Saved entries
Start of Block

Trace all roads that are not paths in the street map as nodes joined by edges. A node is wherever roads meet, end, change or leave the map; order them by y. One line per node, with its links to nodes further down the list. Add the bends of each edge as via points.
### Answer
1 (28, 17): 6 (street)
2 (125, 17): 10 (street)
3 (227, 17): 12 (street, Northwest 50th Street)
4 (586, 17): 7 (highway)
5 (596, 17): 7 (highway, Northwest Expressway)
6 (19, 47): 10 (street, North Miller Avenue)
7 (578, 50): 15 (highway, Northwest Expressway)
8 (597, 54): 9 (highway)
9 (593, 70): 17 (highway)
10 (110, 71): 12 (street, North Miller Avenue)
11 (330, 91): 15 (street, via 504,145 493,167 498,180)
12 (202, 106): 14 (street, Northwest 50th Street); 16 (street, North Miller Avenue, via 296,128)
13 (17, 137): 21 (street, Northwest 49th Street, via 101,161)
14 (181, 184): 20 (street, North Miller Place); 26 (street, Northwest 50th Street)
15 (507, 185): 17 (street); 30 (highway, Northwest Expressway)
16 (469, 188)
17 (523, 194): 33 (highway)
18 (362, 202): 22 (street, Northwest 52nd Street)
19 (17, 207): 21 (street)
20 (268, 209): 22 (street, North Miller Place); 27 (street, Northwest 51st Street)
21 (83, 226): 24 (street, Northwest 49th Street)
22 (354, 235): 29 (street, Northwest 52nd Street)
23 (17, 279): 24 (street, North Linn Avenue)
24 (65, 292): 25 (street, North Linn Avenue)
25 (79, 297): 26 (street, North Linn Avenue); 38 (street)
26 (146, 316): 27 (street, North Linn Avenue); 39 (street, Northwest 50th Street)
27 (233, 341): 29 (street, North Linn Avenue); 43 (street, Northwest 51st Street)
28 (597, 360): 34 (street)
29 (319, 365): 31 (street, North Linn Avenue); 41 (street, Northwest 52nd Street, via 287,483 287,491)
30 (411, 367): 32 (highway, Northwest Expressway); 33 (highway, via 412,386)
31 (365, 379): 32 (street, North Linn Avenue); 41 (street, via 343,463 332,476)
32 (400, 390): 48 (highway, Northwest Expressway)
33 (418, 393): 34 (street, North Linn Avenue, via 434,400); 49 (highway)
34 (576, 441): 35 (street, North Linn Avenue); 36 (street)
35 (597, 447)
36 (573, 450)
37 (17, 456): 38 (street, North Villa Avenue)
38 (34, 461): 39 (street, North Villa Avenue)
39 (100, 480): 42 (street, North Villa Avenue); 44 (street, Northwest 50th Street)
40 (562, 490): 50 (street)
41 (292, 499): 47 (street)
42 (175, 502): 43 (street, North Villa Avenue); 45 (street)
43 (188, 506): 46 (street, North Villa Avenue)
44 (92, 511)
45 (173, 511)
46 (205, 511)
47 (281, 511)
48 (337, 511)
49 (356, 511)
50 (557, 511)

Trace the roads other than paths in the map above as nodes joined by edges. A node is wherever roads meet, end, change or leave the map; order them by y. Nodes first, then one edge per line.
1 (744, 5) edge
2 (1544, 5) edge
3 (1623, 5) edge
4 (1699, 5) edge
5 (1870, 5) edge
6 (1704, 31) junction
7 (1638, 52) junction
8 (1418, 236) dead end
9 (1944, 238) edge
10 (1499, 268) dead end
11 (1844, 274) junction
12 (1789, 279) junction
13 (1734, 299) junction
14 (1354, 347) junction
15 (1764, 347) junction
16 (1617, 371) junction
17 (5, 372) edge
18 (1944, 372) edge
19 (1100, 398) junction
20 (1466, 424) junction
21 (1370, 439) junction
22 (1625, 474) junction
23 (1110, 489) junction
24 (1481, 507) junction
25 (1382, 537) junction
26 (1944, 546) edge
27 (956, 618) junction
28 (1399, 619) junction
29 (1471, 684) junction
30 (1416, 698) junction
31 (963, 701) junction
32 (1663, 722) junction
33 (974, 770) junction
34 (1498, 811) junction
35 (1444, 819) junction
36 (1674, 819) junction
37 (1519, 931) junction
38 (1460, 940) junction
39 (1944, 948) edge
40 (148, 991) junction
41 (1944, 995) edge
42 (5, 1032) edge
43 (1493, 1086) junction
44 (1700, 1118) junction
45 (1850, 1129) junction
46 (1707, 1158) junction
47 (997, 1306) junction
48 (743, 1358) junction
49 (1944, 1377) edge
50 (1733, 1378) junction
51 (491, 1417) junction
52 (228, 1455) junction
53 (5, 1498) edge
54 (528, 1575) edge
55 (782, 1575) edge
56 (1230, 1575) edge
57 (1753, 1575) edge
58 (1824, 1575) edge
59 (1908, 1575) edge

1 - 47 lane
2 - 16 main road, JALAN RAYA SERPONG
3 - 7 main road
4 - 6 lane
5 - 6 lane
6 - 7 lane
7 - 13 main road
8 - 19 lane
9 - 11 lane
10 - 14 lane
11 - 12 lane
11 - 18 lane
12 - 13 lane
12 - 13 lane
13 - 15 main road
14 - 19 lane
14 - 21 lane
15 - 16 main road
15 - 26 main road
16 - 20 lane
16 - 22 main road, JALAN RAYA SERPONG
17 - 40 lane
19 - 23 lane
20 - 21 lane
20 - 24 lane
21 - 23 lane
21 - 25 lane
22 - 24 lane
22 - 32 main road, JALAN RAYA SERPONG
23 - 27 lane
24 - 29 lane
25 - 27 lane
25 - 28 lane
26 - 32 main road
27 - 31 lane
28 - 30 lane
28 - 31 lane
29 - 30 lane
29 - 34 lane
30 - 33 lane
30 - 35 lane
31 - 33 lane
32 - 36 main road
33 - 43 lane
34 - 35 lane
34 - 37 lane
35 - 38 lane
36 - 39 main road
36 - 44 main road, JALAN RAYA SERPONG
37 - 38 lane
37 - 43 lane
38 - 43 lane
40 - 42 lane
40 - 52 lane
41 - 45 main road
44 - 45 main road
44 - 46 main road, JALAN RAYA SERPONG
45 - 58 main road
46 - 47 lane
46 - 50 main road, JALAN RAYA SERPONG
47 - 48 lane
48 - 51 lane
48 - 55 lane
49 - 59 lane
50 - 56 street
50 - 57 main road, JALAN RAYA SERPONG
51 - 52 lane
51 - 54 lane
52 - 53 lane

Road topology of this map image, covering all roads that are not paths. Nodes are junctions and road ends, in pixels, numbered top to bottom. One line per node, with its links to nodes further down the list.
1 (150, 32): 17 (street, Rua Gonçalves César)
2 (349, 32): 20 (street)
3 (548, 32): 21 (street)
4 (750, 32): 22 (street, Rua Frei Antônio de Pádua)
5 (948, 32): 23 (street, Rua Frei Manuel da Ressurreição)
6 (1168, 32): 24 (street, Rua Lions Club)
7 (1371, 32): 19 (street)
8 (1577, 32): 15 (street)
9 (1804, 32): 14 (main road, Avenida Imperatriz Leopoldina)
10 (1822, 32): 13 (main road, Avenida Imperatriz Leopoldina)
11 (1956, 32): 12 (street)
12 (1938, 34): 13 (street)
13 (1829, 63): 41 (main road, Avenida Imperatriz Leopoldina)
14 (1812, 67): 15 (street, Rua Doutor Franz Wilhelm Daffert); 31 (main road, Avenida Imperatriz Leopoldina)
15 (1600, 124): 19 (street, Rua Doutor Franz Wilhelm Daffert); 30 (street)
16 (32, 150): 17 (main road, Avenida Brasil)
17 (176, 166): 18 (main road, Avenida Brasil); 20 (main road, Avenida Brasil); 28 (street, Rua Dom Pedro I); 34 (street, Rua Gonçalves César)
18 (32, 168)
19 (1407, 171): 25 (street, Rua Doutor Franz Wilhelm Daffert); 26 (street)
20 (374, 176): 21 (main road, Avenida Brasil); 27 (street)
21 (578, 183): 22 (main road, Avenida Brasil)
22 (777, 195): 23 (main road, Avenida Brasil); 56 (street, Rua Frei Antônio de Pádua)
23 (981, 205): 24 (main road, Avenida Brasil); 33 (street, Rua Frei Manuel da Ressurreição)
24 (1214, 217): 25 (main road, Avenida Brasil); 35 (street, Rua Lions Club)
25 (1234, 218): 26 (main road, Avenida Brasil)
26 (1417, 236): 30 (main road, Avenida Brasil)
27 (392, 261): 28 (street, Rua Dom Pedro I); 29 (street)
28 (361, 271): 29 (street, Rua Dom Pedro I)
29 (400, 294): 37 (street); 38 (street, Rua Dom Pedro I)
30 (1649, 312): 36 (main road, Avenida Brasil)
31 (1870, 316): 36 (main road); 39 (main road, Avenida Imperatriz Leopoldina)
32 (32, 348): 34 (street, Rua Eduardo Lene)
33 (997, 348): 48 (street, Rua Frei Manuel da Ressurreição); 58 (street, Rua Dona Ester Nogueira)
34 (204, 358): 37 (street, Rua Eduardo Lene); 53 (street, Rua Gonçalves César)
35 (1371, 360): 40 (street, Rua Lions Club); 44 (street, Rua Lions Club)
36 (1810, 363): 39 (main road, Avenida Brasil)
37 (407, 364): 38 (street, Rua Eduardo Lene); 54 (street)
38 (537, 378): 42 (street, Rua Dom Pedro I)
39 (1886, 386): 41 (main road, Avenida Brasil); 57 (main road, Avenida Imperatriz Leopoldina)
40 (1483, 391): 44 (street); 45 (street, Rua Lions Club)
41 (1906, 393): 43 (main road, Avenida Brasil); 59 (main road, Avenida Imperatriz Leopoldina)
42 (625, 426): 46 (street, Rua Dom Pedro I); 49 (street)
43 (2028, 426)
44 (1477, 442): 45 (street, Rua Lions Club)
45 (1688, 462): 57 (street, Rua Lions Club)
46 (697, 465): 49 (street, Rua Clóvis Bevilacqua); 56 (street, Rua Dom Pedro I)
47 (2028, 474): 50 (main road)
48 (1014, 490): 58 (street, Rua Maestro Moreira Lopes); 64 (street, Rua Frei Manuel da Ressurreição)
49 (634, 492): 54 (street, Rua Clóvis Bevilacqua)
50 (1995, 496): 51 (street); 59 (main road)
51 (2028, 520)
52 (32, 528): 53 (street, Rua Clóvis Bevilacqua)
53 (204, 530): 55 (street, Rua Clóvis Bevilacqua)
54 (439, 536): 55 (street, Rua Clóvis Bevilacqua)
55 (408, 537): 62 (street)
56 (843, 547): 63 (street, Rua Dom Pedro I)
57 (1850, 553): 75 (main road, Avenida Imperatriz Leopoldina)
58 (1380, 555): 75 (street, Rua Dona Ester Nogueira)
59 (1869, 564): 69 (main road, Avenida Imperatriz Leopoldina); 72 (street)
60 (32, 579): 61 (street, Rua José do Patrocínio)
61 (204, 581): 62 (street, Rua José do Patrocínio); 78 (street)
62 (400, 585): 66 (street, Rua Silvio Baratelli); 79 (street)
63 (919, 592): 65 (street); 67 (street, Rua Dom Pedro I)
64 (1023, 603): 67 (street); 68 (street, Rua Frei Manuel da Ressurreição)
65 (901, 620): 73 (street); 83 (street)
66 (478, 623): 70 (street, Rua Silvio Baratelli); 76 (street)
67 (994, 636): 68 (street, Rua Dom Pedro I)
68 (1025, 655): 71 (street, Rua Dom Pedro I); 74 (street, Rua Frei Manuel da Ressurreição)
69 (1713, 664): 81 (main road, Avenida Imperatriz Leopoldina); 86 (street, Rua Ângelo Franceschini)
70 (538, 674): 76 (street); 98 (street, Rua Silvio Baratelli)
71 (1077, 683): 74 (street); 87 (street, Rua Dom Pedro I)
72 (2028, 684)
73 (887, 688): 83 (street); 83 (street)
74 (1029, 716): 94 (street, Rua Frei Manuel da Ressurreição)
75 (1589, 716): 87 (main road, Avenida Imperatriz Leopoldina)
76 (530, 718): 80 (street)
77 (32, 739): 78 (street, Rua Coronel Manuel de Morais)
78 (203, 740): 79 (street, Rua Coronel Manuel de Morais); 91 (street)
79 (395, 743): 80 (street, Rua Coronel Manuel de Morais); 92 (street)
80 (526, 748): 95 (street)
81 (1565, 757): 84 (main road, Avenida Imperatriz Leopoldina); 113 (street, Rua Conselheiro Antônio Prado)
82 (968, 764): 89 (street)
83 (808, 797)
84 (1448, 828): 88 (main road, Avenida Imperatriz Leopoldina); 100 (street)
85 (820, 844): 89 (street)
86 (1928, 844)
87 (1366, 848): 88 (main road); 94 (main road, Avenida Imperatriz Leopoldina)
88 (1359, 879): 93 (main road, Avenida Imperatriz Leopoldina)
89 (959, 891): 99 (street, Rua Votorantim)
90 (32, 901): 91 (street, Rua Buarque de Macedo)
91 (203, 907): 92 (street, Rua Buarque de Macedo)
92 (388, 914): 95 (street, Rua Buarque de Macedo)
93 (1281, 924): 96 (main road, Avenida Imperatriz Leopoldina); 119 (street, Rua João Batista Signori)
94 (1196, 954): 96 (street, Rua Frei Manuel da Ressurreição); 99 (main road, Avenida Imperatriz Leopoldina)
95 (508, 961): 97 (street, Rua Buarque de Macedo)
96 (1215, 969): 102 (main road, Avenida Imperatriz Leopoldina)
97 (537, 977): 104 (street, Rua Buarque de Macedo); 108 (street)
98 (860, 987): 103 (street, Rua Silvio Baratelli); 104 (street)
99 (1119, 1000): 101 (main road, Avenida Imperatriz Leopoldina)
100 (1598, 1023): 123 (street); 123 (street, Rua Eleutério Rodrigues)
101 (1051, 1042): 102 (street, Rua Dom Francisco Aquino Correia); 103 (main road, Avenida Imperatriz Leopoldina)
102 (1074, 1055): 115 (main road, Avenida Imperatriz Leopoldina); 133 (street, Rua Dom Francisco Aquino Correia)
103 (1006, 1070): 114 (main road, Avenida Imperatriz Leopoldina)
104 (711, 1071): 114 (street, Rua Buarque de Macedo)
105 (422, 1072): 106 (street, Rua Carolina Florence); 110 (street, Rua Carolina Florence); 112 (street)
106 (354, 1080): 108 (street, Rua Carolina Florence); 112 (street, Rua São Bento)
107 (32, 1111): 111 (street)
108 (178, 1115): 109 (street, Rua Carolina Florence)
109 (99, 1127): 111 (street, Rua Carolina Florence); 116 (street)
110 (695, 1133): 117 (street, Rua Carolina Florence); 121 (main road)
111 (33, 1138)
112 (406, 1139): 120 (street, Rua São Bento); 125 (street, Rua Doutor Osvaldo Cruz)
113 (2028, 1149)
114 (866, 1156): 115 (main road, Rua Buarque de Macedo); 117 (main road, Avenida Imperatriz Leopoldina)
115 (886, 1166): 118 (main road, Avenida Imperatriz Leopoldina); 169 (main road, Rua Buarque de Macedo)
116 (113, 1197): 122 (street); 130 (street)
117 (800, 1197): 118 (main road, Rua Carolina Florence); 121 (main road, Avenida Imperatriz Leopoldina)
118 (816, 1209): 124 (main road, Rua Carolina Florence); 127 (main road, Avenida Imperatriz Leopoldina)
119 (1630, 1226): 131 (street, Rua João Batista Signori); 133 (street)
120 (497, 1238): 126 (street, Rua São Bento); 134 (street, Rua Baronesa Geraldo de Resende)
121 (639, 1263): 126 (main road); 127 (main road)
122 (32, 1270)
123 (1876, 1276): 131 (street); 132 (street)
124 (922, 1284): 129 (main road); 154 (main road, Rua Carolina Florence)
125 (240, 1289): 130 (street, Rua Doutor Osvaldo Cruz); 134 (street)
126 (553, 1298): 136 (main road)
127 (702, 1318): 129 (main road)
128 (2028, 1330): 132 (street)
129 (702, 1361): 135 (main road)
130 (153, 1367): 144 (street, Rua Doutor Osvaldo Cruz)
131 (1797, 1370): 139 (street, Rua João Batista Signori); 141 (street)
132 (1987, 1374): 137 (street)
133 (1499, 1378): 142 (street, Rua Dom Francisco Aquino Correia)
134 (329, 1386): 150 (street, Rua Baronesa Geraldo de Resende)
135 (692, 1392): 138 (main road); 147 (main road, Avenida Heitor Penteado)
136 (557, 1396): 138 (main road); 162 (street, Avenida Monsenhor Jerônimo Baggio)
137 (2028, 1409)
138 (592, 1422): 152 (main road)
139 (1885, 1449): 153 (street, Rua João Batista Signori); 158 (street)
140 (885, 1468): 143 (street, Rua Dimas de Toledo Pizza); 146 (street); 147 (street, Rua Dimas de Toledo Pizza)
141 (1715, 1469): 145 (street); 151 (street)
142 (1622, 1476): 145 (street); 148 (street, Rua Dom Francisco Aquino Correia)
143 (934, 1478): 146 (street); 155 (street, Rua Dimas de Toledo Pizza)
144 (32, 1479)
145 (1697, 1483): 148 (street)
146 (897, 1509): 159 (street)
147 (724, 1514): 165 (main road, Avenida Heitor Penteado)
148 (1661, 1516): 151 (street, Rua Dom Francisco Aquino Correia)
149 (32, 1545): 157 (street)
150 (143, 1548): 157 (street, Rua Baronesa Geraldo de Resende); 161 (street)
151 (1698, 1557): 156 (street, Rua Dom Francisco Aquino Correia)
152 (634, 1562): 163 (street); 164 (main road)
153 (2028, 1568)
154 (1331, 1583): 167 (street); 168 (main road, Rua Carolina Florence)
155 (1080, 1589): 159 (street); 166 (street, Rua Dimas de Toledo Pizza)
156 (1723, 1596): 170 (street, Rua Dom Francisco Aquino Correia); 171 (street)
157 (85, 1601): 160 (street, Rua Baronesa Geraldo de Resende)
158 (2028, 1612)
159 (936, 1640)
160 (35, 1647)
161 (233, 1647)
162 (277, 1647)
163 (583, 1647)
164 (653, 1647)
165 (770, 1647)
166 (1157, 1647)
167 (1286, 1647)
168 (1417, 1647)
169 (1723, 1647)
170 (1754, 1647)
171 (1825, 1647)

End of Block

• **HOW TO COMPLETE THIS TASK**
The string "Ester" appears on how many lines of the records? State the number alone.

• **SOLUTION**
2